56. (1) In any proceedings under this Part, the burden shall be on the taxpayer to prove that a tax decision is incorrect.

(2) An appeal to the High Court or to the Court of Appeal shall be on a question of law only.

(3) In an appeal by a taxpayer to the Tribunal, High Court or Court of Appeal in relation to an appealable decision, the taxpayer shall rely on the grounds stated in the objection to which the decision relates unless the Tribunal or Court allows the person to add new grounds. [Emphasis mine]

24. Following the Supreme Court decision in Gatirau Peter Munya v Dickson Mwenda Kithinji and 2 Others [2014] eKLR, the Court of Appeal in John Munuve Mati v Returning Officer Mwingi North Constituency & 2 others[2018] eKLR summarised what amounts to “matters of law” as follows:

[38] [T]he interpretation or construction of the Constitution, statute or regulations made thereunder or their application to the sets of facts established by the trial Court. As far as facts are concerned, our engagement with them is limited to background and context and to satisfy ourselves, when the issue is raised, whether the conclusions of the trial judge are based on the evidence on record or whether they are so perverse that no reasonable tribunal would have arrived at them. We cannot be drawn into considerations of the credibility of witnesses or which witnesses are more believable than others; by law that is the province of the trial court.” [Emphasis mine]

25. The gravamen of the Appellant’s case is that the Commissioner arrived at the sum of KES. 18,006,461. 00 as the tax payable by the Appellant without considering and taking into account the expenses and costs incurred in the business in accordance with section 15(1) of the ITA.

26. In her submission, the Appellant explained that she took time to give a summary of income and expenditure set out in the schedules at Pages 473 to 484 of the Record of Appeal. The Schedule are extracted from the bank statement and show bank charges, purchases, cash purchases, salaries and wages and transfers. I have looked as the Schedules of Income and Expenditure and they remain exactly that, schedules. They do not indicate the nature of expenditure and the expenditure is not supported by any other documentation.

27. Just as the Appellant argues that it is absurd that a business earning an income of KES 40,218,168. 00 would incur a mere expense of KES 8,402,579. 00, it is equally absurd that a business earning such amount would not document its expenditure.

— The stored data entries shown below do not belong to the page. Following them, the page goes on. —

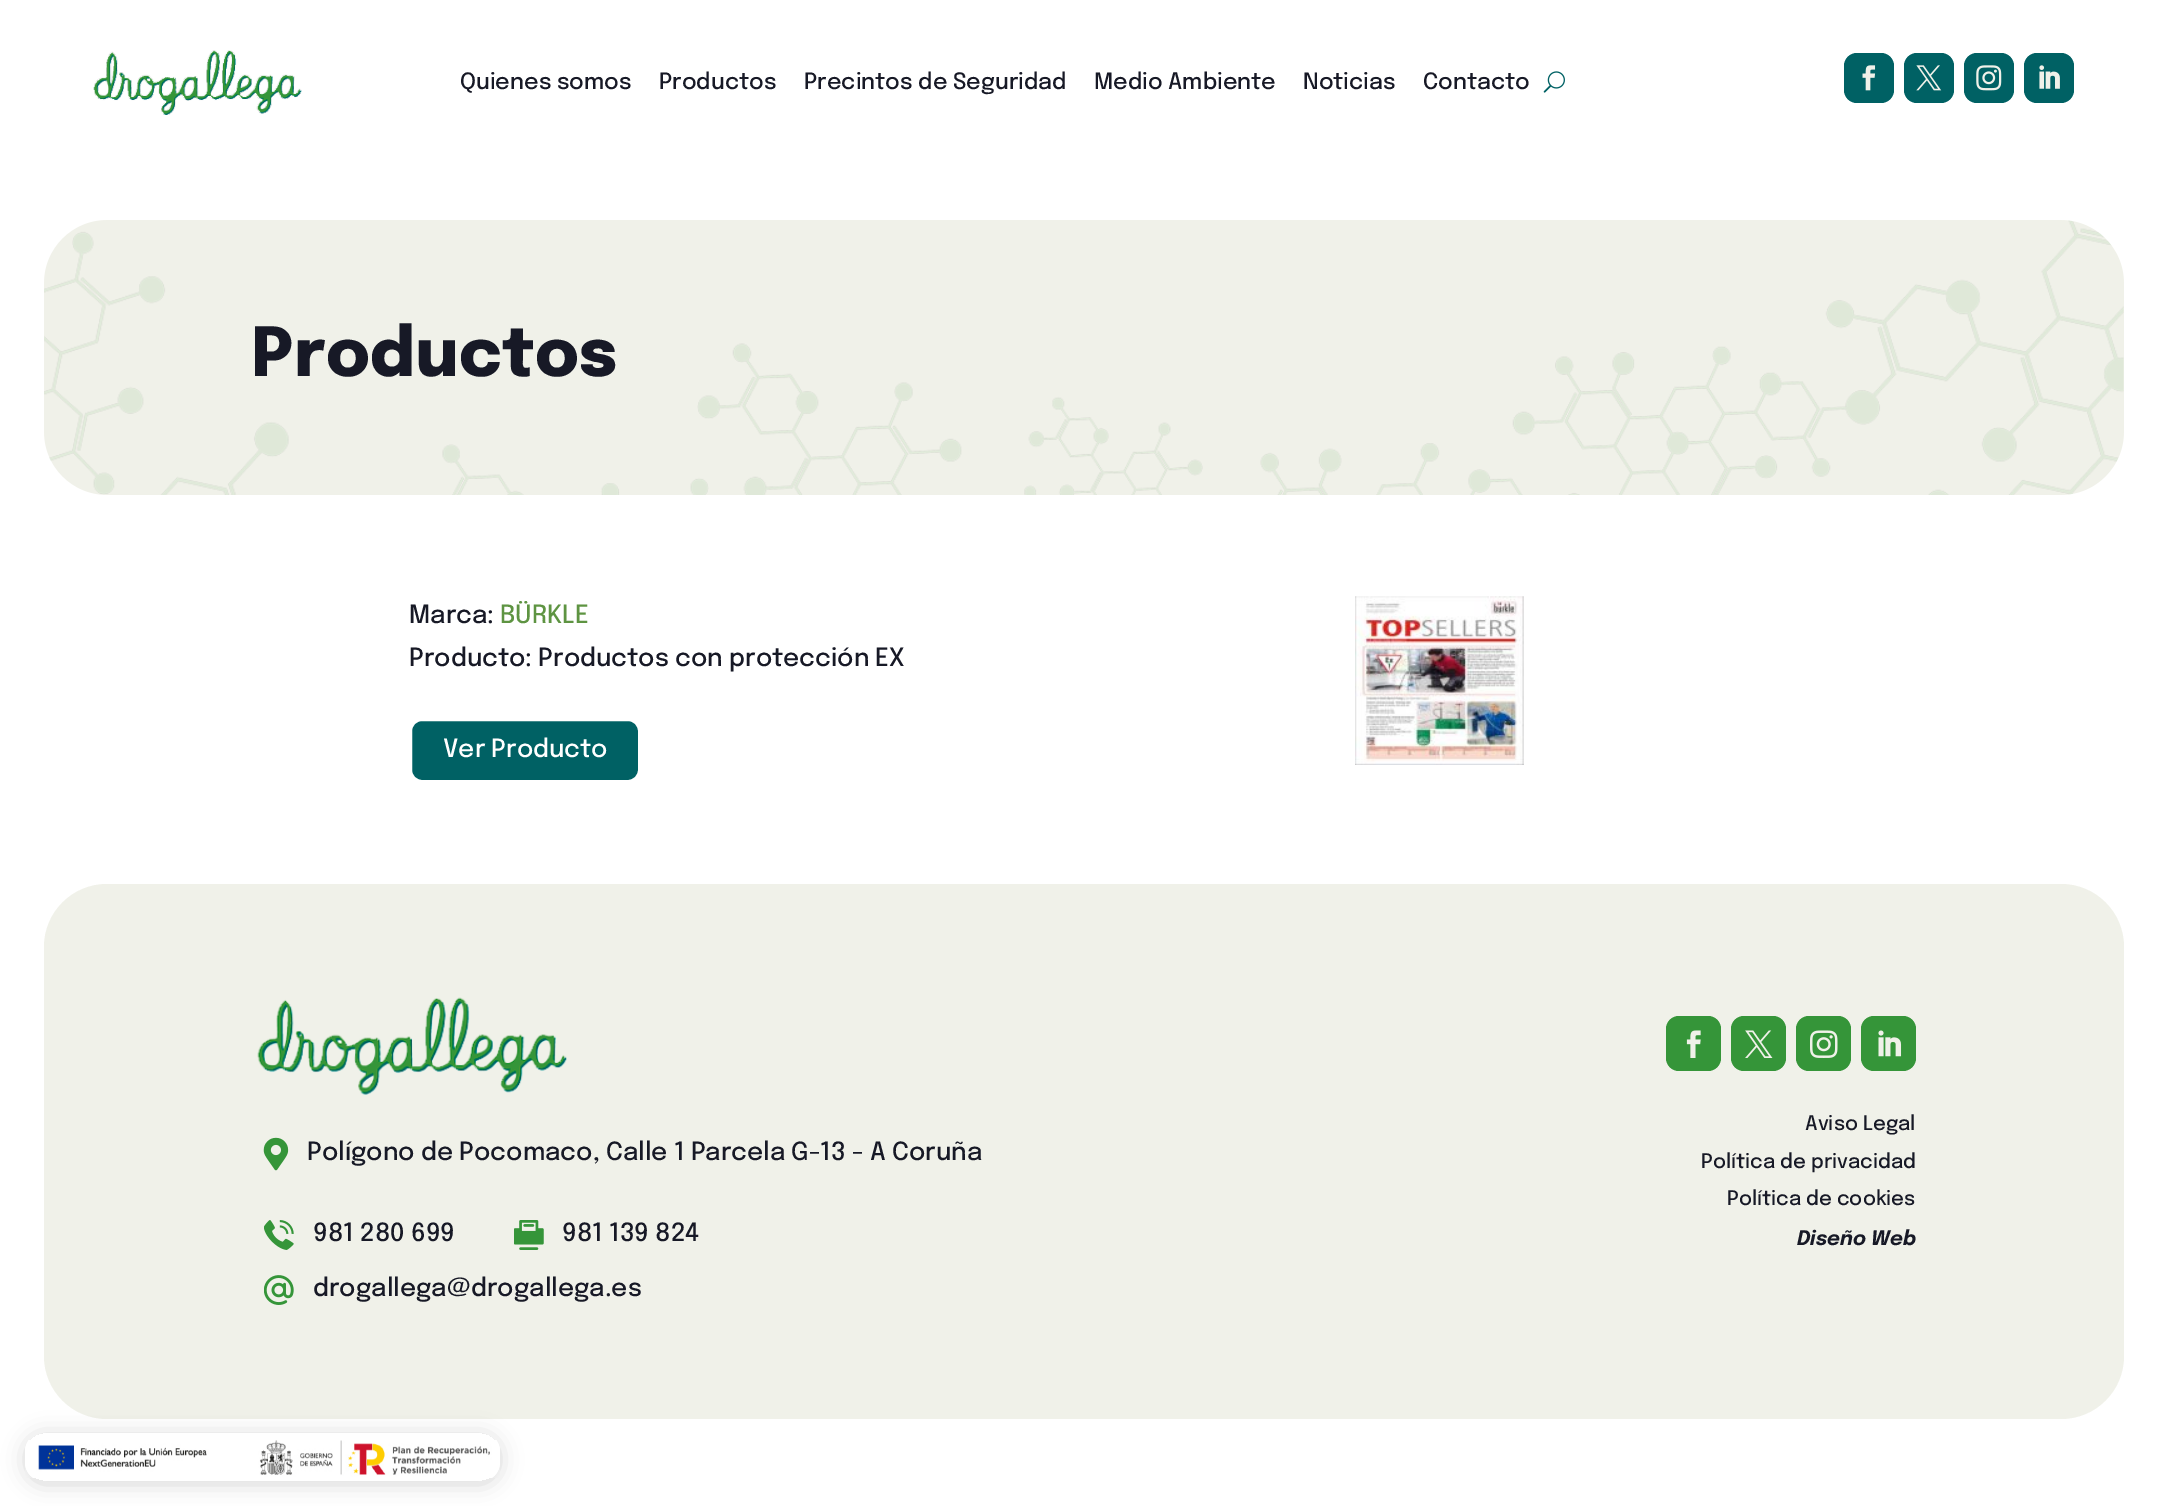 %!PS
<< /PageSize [2167 1506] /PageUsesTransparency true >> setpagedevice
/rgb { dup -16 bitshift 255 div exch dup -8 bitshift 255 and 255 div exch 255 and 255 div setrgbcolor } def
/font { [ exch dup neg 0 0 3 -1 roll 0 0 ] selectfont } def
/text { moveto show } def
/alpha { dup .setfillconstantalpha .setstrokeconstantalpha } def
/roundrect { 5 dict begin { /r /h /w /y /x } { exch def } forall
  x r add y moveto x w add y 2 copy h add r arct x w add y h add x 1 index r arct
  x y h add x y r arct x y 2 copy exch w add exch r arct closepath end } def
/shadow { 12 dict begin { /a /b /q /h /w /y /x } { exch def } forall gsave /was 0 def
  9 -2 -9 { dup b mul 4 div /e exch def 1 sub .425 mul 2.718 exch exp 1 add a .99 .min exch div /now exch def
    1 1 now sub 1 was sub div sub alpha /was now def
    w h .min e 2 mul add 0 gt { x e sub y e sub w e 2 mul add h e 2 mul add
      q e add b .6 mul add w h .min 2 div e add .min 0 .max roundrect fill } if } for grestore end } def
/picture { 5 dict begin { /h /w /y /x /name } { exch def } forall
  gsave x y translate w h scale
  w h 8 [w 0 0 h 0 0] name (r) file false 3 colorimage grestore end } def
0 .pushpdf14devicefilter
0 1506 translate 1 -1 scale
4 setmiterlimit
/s1 { /Epilogue-Medium 22.5 font 16#171926 rgb } def
/s2 { /Epilogue-ExtraBold 67.5 font 16#171926 rgb } def
/s3 { /Epilogue-Medium 25 font 16#171926 rgb } def
/s4 { /Epilogue-Medium 25 font 16#5E9442 rgb } def
/s5 { /Epilogue-Medium 25 font 16#FFFFFF rgb } def
/s6 { /Epilogue-Medium 20 font 16#171926 rgb } def
/s7 { /Epilogue-BoldItalic 20 font 16#171926 rgb } def
16#FFFFFF rgb
0 0 2167 1506 rectfill
(pic1.raw) 93 50 209 65 picture
s1
(Quienes somos) 460 89 text
(Productos) 659 89 text
(Precintos de Seguridad) 804 89 text
(Medio Ambiente) 1094 89 text
(Noticias) 1303 89 text
(Contacto) 1423 89 text
(pic2.raw) 1543 71 22 22 picture
16#006164 rgb
1844 53 50 50 13 roundrect fill
(pic3.raw) 1862 65 14 26 picture
1904 53 50 50 13 roundrect fill
(pic4.raw) 1916 65 26 26 picture
1964 53 50 50 13 roundrect fill
(pic5.raw) 1976 65 26 26 picture
2024 53 50 50 13 roundrect fill
(pic6.raw) 2039 65 21 24 picture
16#F0F1E9 rgb
44 220 2080 275 63 roundrect fill
(pic7.raw) 44 220 2080 275 picture
s2
(Productos) 251 376 text
s3
(Marca:) 409 623 text
s4
(BÜRKLE) 500 623 text
s3
(Producto: Productos con protección EX) 409 666 text
16#006164 rgb
410.5 719.5 229 62 11.5 roundrect gsave fill grestore
16#FFFFFF rgb
3 setlinewidth
stroke
(Ver Producto) 443 757 text
(pic8.raw) 1355 596 169 169 picture
16#F0F1E9 rgb
44 884 2080 535 63 roundrect fill
(pic9.raw) 257 997 310 98 picture
(pic10.raw) 263 1137 26 34 picture
s3
(Polígono de Pocomaco, Calle 1 Parcela G-13 - A Coruña) 307 1160 text
(pic11.raw) 264 1220 30 30 picture
(981 280 699) 313 1241 text
(pic12.raw) 514 1220 30 30 picture
(981 139 824) 562 1241 text
(pic13.raw) 264 1275 30 30 picture
(drogallega@drogallega.es) 313 1296 text
16#359539 rgb
1666 1016 55 55 13 roundrect fill
(pic14.raw) 1686 1030 15 28 picture
1731 1016 55 55 13 roundrect fill
(pic15.raw) 1745 1030 28 28 picture
1796 1016 55 55 13 roundrect fill
(pic16.raw) 1810 1030 28 28 picture
1861 1016 55 55 13 roundrect fill
(pic17.raw) 1878 1030 24 27 picture
s6
(Aviso Legal) 1805 1130 text
(Política de privacidad) 1701 1168 text
(Política de cookies) 1727 1205 text
s7
(Diseño Web) 1797 1245 text
gsave
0 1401 moveto 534 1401 lineto 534 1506 lineto 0 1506 lineto closepath 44 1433 moveto 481 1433 lineto 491.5 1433 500 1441.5 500 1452 curveto 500 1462 lineto 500 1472.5 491.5 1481 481 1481 curveto 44 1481 lineto 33.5 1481 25 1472.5 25 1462 curveto 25 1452 lineto 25 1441.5 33.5 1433 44 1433 curveto closepath eoclip newpath
16#000000 rgb
25 1435 475 49 19 11 0.16 shadow
grestore
(pic18.raw) 25 1440 475 38 picture
.poppdf14devicefilter showpage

For example, each entry would be supported by documents like supply contracts, utility bills, invoices and delivery notes from suppliers, petty cash vouchers, wage books etc.

28. As I understand the Appellant, the Commissioner ought to have presumed the expenses incurred by her in light of the nature of her business and income she was making notwithstanding that these expenses were unsupported. This is a misapprehension as the burden of proving one’s income and expenses lies with the taxpayer. The only way the Commissioner could have allowed deductions of expenses as per section 15(1) of the ITA is if they were supported to its satisfaction. This is in line with section 54A(1) of ITA which provides as follows:

54A Keeping records of receipts, expenses, etc

(1) A person carrying on a business shall keep records of all receipts and expenses, goods purchased and sold and accounts, books, deeds, contracts and vouchers which in the opinion of the Commissioner, are adequate for the purpose of computing tax. [Emphasis mine]

29. Under section 56(1) of the TPA, the taxpayer bears the burden of proving that the tax decision is incorrect. The Commissioner arrived at the revised assessment of KES. 18,006,461. 00 after correspondence and meeting between it and the Appellant. The Appellant was able to present her case to the fullest extent. At the Tribunal, the Appellant did not demonstrate the tax decision was wrong. I therefore do not fault the Tribunal for accepting the conclusions reached by the Commissioner.

Disposition

30. For the reasons I have set out above, I dismiss the appeal with costs to the Respondent.

DATED AND DELIVERED AT NAIROBI THIS 26TH DAY MARCH 2021

D. S. MAJANJA

JUDGE

Ms Kiiru with instructed by Kiiru and Partners Advocates for the Appellant.

Mr Mutua, Advocate instructed by Kenya Revenue Authority for the Commissioner of Investigations and Enforcement.